The LHC is the summit of 30 years of improvement in Nb-Ti-based conductors. Its 8.3 T dipole fields are generated by 10 km-long, 1 mm-diameter wires containing 6000 well-separated Nb-Ti filaments, each 6 μm thick and protected by a thin Nb barrier, all embedded in pure copper and then coated with a film of oxidised tin-silver alloy. The LHC contains 1200 tonnes of this material, made by six companies worldwide, and five years ago it powered the LHC to produce the Higgs boson.

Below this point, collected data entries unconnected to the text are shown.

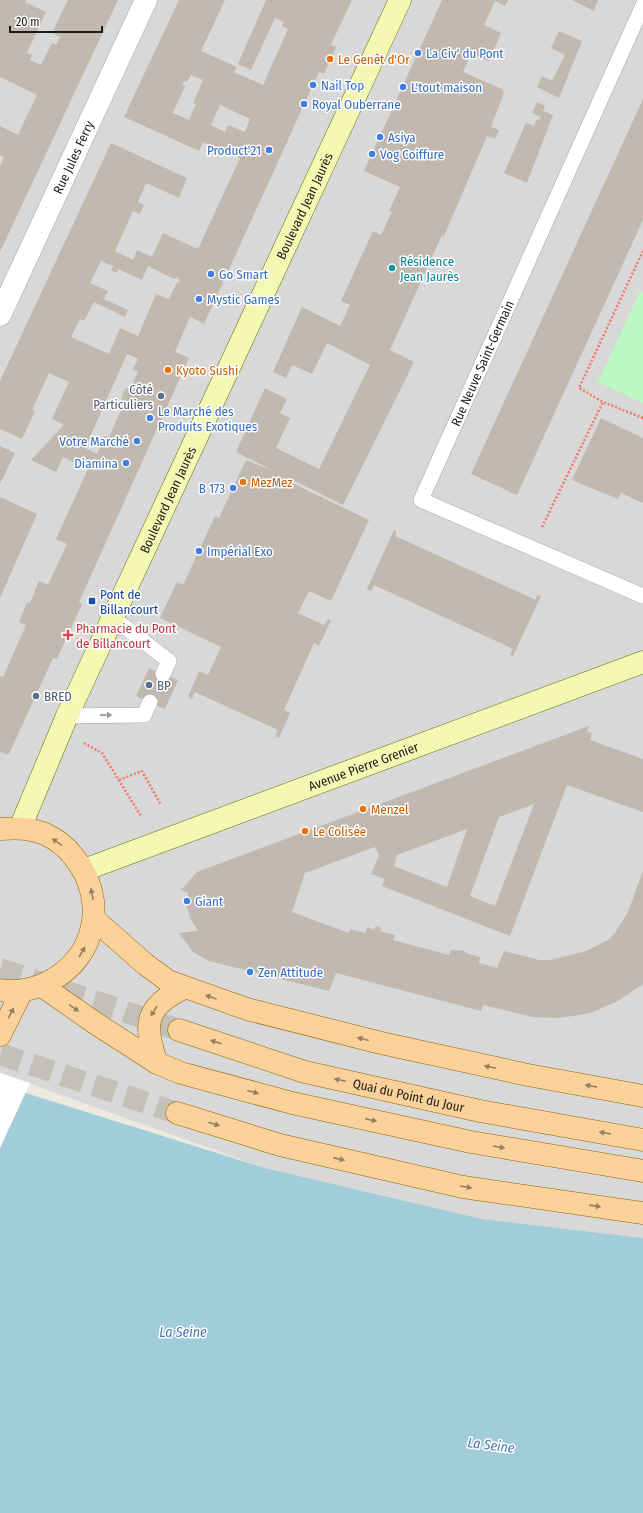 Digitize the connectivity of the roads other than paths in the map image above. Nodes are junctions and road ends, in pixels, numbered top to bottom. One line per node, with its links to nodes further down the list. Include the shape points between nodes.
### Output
1 (146, 0): 4 (street, Rue Jules Ferry)
2 (400, 0): 6 (street, Boulevard Jean Jaurès)
3 (643, 5): 5 (lane, Rue Neuve Saint-Germain, via 421,500)
4 (0, 315)
5 (643, 596)
6 (113, 618): 8 (lane, via 169,662); 10 (street, Boulevard Jean Jaurès)
7 (643, 662): 12 (street, Avenue Pierre Grenier)
8 (163, 674)
9 (150, 702): 10 (lane, one-way to 9, via 144,715)
10 (64, 724): 11 (street, Boulevard Jean Jaurès)
11 (10, 828): 12 (main road, one-way to 11, via 68,849 46,835)
12 (84, 870): 13 (main road, one-way to 12, via 93,894)
13 (94, 919): 14 (main road, one-way to 13, via 62,975 77,960 88,940); 15 (main road, via 145,964 168,981)
14 (32, 988): 16 (main road); 18 (main road, one-way to 14); 19 (main road, one-way to 19, via 95,1023)
15 (184, 988): 19 (main road, one-way to 19, via 167,996 151,1015 150,1044); 20 (main road, one-way to 15, via 381,1043 247,1009)
16 (0, 990)
17 (179, 1030): 22 (main road, Quai du Point du Jour, one-way to 17, via 480,1111 305,1072)
18 (0, 1035)
19 (157, 1063): 23 (main road, one-way to 23, via 181,1073 292,1103 471,1142)
20 (643, 1096)
21 (177, 1113): 24 (main road, one-way to 24, via 280,1145 463,1187)
22 (643, 1140)
23 (643, 1171)
24 (643, 1212)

But the story is not finished. The increased collision rate of the HL-LHC requires us to go beyond the 10 T wall and, despite its brittleness, we are now able to exploit the superior intrinsic properties of Nb3Sn to reach 11 T in a dipole and almost 12 T peak field in a quadrupole. Wire developed for the LHC upgrade is also being used for high-resolution NMR spectroscopy and advanced proton therapy, and Nb3Sn is being used in vast quantities for the ITER fusion project (see "ITER's massive magnets enter production"). Testing the Nb3Sn technology for the HL-LHC is also critical for the next jump in energy: 100 TeV, as envisaged by the CERN-coordinated FCC study. This requires a dipole field of 16 T, pushing Nb3Sn beyond its present limits, but the superconducting industry has taken up the challenge. Training young researchers will further boost this technology – for example, via the CERN-coordinated EASITrain network on advanced superconductivity for PhD students, due to begin in October this year (see "Get on board with EASITtrain").

The virtuous spiral between high-energy physics and superconductivity is never ending (see "Superconductors and particle physics entwined"), with pioneering research also taking place at CERN to test the practicalities of high-temperature superconductors (see "Taming high-temperature superconductivity") based on yttrium or iron. This may lead us to dream about a 20–25 T dipole magnet – an immense challenge that will not only give us access to unconquered lands of particle physics but expand the use of superconductors in medicine, energy and other areas of our daily lives.